After that the county would need to select a vendor. Candidates would include ACS State and Local Solutions who run's the programs in Montgomery County, Baltimore City, and Baltimore County and the SHA's program (which we recently showed was using cameras that were not independently certified for accuracy).  Alternately they could choose Optotraffic/Sigma Space Corporation, whose runs the notoriously inaccurate cameras in Forest Heights and Brentwood.  Or the county could try a new player in the state such as photo enforcement company American Traffic Systems, who contributed $1000 to Ulman's campaign in the last election cycle according to the Maryland Campaign finance database.

Speed cameras are now in use in Montgomery County, Baltimore City, Baltimore County, a long list of PG County cities, and on several work zones on major interstate highways.
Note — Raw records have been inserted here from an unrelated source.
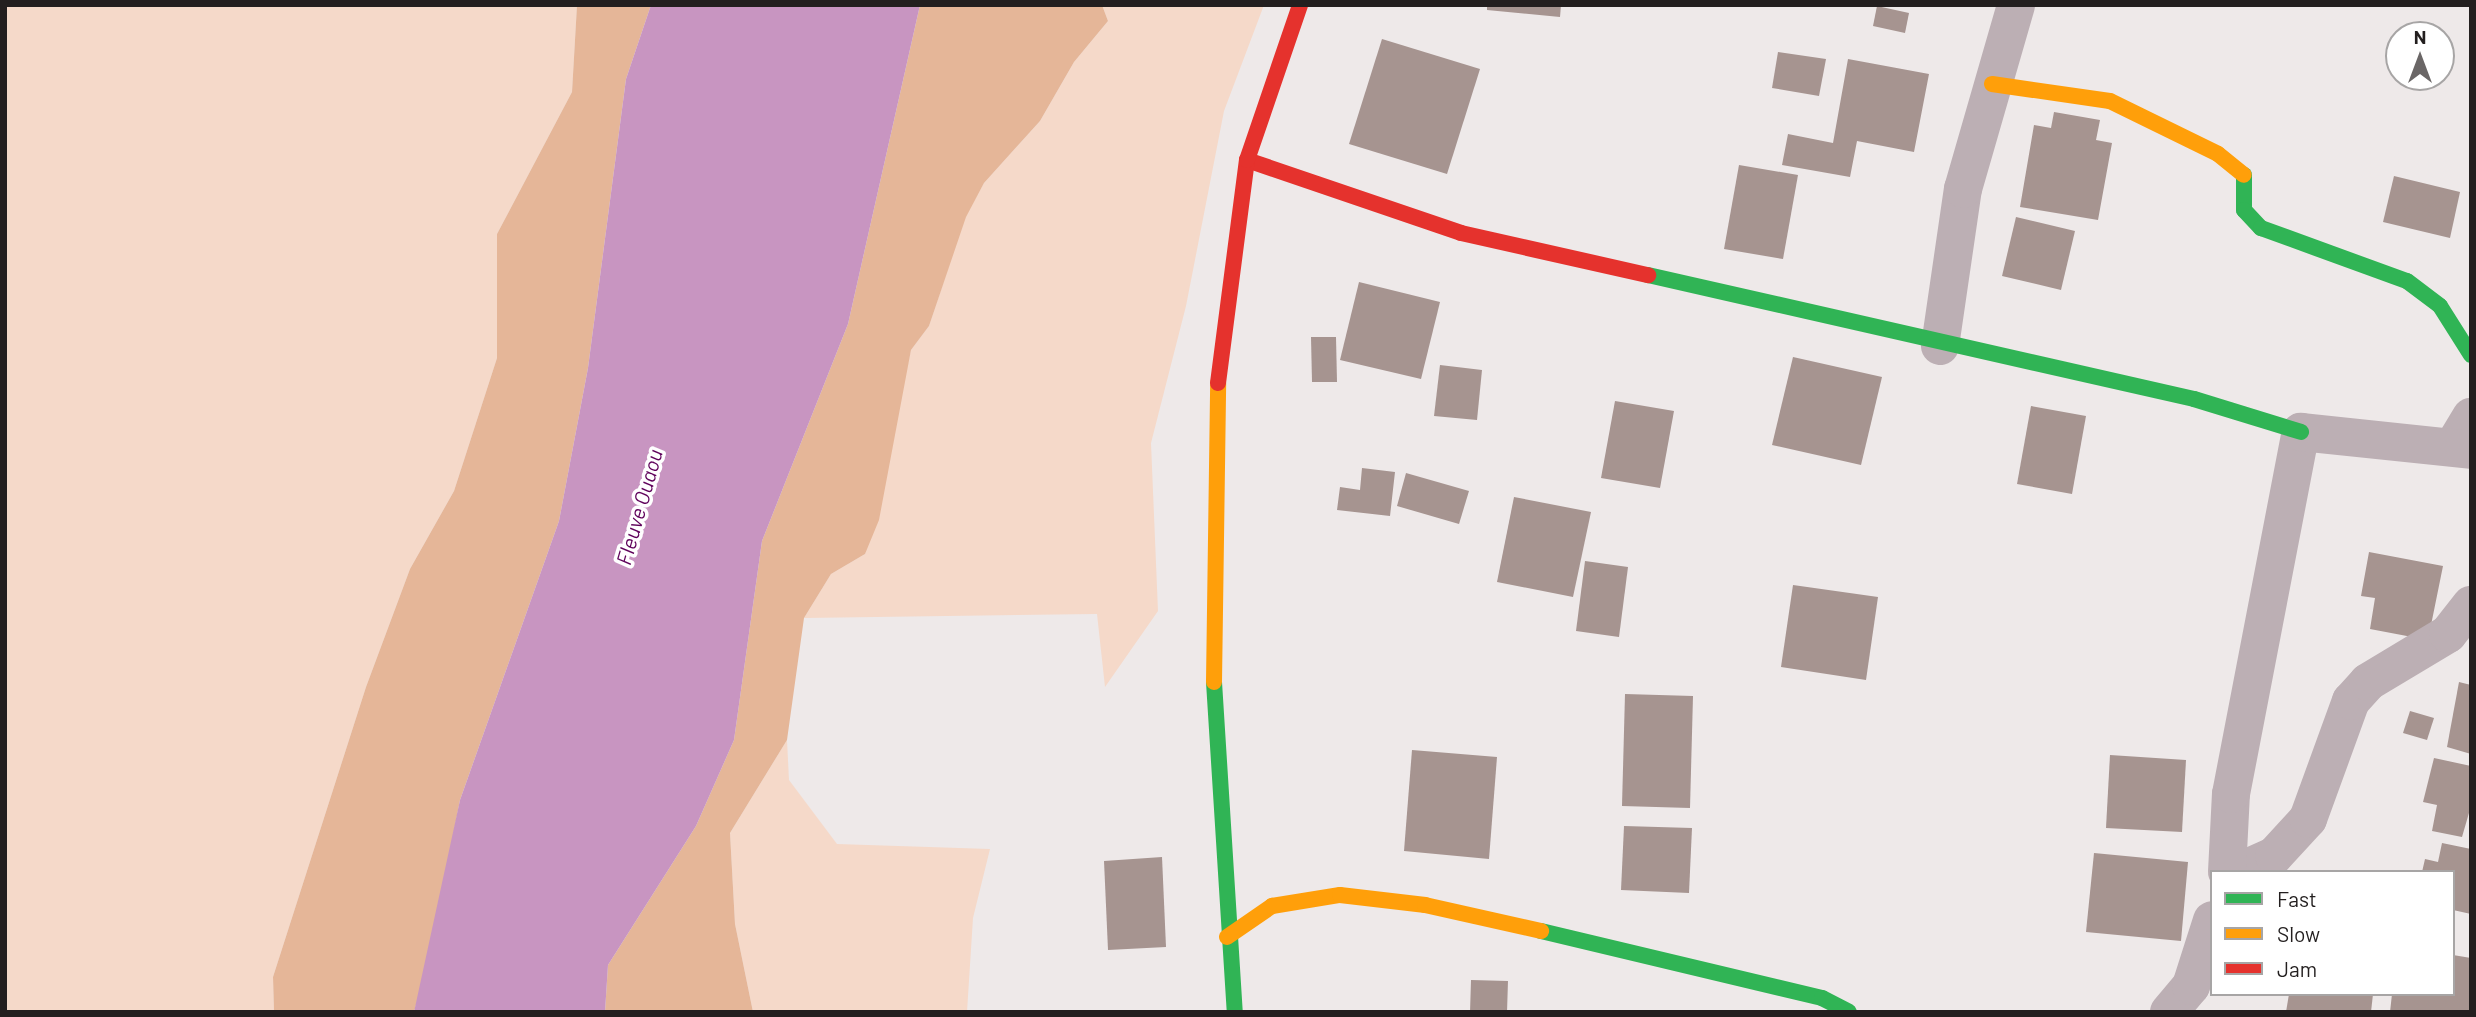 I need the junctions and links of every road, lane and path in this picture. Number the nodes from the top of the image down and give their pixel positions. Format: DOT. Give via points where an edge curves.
graph roads {
  1 [pos="1300,5"];
  2 [pos="2016,5"];
  3 [pos="1992,84"];
  4 [pos="1247,160"];
  5 [pos="1940,346"];
  6 [pos="2471,355"];
  7 [pos="2301,432"];
  8 [pos="2465,437"];
  9 [pos="2471,605"];
  10 [pos="2227,870"];
  11 [pos="2210,926"];
  12 [pos="1227,937"];
  13 [pos="1235,1012"];
  14 [pos="1849,1012"];
  15 [pos="2169,1012"];
  1 -- 4 [label="main road"];
  2 -- 3 [label="street"];
  3 -- 5 [label="street" via="1964,189"];
  3 -- 6 [label="main road" via="2110,101 2218,154 2244,174 2244,210 2261,228 2407,281 2440,306"];
  4 -- 5 [label="main road" via="1461,233 1700,284"];
  4 -- 12 [label="main road" via="1219,359 1214,476 1211,632"];
  5 -- 7 [label="main road" via="2194,399"];
  7 -- 8 [label="street"];
  7 -- 10 [label="street" via="2231,794"];
  9 -- 10 [label="street" via="2448,634 2368,682 2351,701 2308,820 2274,856 2242,870"];
  11 -- 15 [label="street" via="2191,986"];
  12 -- 13 [label="main road"];
  12 -- 14 [label="main road" via="1272,906 1340,895 1389,900 1669,959 1822,998"];
}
A plan to introduce speed cameras in the next door town of Sykesville (Carroll County) was shot down by voters in a referendum.

Concerned citizens can contact the county council to express their views.  Click THIS LINK to open an email window, or go to the county website for contact information.

Tuesday, March 1, 2011

Citation Images May Provide Indications of Errors

We previously reported on that certain versions of the Vitronic Poliscan LIDAR speed cameras, contain a recently disclosed problem which can potentially cause them to incorrectly identify which vehicle committed a speeding violation.  Poliscans are used by the SHA’s Maryland SafeZones program, which issue freeway workzone tickets, even though the Poliscan systems did not meet a requirement in state law that they have annual calibration certificates issued by an “independent calibration laboratory”

While the US versions of the systems have apparently never been tested for this possibility, there are circumstances described in the operating manual for the devices which could reveal if these errors are in fact occurring.  Citation review procedures are described on pages 95 through 102 of the manual. The manual lists several conditions which must be met in order for images to be “valid as evidence”. The Poliscan is NOT certified automatically distinguish between multiple vehicles, but rather the citation reviewers are required to verify that the correct vehicle has been selected for the violation. The Poliscan overlays a rectangular template on the citation images which a reviewer is supposed to use to verify the selection
At least one front wheel (in case of front measurement) respectively one rear wheel (in case of rear measurement) and/or the license plate of a vehicle must at least in part be visible within the template. Moreover, the lower edge of the template frame must be beneath the wheels. Otherwise, the photo must be rejected as evidence.